Abstract
A scanning electron microscope (SEM) is a sophisticated equipment employed for fine imaging of a variety of surfaces. In this study, prediction models of SEM were constructed by using a generalized regression neural network (GRNN) and genetic algorithm (GA). The SEM components examined include condenser lens 1 and 2 and objective lens (coarse and fine) referred to as CL1, CL2, OL-Coarse, and OL-Fine. For a systematic modeling of SEM resolution (R), a face-centered Box-Wilson experiment was conducted.
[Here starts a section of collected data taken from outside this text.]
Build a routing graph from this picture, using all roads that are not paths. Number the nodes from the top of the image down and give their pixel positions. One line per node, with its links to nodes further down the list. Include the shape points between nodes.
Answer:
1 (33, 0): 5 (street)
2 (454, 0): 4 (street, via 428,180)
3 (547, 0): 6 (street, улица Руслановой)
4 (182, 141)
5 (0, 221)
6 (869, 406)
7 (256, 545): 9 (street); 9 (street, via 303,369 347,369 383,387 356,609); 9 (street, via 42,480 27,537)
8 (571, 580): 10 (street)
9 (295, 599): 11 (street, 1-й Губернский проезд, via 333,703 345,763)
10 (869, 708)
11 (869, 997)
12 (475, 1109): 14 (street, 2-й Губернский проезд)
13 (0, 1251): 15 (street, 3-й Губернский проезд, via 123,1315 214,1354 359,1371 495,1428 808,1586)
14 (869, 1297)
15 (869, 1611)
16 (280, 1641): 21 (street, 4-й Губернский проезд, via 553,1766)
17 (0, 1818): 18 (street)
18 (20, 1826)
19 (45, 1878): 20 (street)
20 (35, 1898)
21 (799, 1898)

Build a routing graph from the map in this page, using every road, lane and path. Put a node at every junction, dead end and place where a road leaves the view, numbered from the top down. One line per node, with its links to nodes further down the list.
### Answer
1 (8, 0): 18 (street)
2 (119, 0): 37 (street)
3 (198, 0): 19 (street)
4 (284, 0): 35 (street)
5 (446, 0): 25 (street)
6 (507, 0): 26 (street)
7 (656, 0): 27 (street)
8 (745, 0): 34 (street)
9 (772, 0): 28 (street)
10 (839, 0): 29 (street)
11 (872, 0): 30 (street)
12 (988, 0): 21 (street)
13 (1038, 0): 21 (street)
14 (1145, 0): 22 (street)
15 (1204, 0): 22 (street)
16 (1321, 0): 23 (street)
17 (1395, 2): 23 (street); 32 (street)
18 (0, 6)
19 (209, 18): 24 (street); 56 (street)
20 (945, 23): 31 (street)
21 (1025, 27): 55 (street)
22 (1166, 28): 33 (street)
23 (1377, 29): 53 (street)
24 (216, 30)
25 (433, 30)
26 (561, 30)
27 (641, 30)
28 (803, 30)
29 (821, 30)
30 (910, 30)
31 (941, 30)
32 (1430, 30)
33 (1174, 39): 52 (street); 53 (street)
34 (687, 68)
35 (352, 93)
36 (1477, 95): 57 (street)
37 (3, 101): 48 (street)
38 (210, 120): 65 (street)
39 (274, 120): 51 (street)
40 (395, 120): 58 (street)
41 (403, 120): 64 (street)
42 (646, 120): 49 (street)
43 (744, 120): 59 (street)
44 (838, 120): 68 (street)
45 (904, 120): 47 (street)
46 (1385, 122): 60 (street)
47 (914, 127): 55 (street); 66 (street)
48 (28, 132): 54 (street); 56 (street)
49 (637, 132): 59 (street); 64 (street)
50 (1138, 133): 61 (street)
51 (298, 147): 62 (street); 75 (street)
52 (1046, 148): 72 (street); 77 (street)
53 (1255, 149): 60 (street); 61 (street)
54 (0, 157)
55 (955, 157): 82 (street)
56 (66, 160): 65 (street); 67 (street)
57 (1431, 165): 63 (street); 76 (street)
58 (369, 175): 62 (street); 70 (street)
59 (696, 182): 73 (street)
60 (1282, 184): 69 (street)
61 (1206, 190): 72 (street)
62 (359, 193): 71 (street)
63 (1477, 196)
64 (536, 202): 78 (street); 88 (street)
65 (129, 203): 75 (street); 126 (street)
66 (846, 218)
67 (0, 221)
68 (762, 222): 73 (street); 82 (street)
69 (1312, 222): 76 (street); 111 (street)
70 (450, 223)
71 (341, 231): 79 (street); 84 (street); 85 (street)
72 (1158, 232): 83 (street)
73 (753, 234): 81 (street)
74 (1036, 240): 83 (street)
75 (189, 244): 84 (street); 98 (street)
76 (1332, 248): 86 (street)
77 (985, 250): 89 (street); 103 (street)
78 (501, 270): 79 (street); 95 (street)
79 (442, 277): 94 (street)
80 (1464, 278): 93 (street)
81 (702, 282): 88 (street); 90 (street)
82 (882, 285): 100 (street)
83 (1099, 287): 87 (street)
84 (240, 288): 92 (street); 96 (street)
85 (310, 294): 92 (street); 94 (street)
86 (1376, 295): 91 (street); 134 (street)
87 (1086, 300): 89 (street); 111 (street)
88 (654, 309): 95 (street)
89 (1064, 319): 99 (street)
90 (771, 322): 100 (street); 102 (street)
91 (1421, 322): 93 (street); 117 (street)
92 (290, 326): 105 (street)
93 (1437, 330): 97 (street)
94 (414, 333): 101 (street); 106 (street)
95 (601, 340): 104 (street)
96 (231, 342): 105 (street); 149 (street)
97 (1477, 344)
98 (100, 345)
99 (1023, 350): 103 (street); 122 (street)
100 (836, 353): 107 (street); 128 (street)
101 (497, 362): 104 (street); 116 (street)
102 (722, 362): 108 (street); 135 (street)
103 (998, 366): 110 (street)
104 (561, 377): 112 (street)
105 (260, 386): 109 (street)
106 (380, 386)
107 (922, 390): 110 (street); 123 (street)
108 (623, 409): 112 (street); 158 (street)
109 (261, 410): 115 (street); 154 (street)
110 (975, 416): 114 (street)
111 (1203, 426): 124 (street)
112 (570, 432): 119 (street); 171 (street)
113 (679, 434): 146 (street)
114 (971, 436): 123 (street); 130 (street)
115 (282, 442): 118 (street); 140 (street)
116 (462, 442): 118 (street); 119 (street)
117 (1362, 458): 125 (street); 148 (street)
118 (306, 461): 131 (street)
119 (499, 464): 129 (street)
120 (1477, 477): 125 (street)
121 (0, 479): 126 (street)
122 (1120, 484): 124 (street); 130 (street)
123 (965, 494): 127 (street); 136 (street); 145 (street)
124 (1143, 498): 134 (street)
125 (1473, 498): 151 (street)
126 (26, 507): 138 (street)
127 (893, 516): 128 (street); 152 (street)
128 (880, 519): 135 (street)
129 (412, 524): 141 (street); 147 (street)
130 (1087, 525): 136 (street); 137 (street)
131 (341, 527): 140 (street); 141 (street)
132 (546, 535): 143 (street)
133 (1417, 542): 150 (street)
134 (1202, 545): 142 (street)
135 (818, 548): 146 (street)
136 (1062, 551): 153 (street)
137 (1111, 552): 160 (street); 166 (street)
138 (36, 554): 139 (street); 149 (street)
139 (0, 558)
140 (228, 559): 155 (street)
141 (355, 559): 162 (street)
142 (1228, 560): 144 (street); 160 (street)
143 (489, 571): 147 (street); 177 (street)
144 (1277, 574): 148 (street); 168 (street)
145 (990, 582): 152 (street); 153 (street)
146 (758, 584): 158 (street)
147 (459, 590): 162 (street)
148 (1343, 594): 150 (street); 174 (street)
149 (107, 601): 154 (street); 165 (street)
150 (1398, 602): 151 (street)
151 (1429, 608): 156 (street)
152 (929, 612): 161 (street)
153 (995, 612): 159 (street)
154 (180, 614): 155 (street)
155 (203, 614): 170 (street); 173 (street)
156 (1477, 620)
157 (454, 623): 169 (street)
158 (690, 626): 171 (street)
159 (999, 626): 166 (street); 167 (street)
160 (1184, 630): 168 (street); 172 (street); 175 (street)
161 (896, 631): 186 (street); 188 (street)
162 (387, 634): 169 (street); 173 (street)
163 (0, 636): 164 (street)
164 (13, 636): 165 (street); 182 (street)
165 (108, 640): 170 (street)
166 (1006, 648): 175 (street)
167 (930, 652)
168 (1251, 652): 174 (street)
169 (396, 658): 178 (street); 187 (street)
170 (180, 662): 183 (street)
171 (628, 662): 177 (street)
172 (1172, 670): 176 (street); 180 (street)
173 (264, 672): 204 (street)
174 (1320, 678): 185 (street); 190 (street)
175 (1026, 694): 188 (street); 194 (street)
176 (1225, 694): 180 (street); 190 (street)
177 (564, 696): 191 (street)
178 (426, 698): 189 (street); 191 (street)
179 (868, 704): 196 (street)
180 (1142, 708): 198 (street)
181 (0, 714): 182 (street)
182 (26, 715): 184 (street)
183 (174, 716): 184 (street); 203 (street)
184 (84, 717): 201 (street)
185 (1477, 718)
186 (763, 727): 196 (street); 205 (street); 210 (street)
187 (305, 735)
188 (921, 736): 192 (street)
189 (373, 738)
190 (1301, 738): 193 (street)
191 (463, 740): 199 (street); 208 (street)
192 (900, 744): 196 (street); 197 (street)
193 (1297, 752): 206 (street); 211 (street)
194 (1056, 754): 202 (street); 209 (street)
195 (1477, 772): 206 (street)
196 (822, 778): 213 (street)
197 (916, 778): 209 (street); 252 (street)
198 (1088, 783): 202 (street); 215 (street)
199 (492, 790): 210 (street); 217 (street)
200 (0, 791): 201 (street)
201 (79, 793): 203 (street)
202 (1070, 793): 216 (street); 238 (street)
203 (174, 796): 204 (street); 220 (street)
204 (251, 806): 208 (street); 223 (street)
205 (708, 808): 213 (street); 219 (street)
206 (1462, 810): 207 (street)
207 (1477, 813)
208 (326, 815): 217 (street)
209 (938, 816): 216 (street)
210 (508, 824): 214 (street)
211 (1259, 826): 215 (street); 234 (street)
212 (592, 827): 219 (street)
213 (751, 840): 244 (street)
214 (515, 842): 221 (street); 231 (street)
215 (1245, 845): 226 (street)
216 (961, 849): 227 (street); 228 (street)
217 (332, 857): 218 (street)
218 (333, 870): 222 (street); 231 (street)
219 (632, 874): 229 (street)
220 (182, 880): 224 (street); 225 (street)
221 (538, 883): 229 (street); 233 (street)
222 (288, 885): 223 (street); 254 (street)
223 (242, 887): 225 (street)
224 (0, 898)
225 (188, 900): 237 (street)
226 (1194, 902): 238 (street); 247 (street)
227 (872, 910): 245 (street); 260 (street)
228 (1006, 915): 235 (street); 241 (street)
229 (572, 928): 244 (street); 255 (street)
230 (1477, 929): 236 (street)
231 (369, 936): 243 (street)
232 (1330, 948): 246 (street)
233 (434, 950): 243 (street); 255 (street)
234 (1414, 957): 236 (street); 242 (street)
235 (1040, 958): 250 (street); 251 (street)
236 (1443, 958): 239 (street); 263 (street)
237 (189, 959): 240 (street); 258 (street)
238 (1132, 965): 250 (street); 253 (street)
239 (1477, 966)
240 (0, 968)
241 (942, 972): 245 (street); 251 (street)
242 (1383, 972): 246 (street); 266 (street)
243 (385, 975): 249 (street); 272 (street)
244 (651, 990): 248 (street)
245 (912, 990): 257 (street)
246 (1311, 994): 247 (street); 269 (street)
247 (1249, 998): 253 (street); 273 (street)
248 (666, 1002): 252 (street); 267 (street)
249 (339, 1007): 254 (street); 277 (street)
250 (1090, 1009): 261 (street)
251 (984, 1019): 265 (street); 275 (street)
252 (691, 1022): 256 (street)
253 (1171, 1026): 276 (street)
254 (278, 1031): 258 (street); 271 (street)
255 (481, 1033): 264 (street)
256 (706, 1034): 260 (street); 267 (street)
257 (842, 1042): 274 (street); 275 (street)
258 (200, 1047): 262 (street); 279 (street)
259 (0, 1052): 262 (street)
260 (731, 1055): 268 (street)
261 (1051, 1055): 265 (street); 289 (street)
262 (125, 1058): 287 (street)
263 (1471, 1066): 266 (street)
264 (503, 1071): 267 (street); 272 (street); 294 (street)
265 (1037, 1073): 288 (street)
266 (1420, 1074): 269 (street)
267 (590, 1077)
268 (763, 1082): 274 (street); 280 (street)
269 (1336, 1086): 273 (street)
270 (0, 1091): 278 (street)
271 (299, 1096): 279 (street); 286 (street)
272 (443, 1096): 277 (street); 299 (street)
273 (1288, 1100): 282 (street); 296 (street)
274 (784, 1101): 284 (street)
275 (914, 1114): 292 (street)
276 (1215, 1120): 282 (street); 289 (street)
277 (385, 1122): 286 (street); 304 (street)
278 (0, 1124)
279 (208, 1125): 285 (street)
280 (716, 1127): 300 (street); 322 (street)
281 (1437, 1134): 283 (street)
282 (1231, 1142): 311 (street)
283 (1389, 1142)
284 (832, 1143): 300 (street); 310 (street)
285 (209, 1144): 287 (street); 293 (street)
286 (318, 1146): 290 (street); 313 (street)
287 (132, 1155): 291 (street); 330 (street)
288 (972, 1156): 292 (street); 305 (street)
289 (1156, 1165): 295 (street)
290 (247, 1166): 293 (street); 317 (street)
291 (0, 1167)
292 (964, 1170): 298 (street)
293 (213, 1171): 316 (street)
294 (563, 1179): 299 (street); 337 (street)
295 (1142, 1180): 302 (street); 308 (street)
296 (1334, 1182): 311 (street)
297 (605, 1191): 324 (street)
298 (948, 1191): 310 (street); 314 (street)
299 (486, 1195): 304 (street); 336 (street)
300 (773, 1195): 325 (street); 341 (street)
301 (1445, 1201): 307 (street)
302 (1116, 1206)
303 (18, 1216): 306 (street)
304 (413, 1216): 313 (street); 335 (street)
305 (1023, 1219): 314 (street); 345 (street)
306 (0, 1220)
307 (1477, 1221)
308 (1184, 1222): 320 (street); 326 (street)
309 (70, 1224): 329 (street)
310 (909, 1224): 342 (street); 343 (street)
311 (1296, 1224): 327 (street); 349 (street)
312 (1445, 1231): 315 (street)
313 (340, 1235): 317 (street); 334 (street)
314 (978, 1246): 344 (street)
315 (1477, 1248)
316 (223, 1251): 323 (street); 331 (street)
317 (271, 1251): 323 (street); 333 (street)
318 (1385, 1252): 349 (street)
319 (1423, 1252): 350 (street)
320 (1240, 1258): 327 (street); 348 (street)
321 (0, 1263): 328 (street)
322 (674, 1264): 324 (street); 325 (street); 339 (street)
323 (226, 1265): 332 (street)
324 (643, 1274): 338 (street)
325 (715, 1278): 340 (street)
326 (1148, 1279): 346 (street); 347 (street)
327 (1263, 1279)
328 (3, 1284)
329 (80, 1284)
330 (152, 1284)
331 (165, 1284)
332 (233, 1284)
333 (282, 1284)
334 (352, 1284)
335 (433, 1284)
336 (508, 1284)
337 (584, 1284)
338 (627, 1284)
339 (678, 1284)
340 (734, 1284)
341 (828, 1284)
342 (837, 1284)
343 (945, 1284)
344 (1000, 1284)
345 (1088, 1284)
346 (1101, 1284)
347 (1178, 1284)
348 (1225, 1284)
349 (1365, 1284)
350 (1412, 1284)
Two sets of data were collected with or without the adjustment of magnification. Root-mean-squared prediction error of optimized GRNN models are GA 0.481 and 1.96 × 10- 12 for non-adjusted and adjusted data, respectively. The optimized models demonstrated a much improved prediction over statistical regression models. The optimized models were used to optimize parameters particularly under best tuned SEM environment. For the variations in CL2 and OL-Coarse, the highest R could be achieved at all conditions except a larger CL2 either at smaller or larger OL-Coarse. For the variations in CL1 and CL2, the highest R was obtained at all conditions but larger CL2 and smaller CL1.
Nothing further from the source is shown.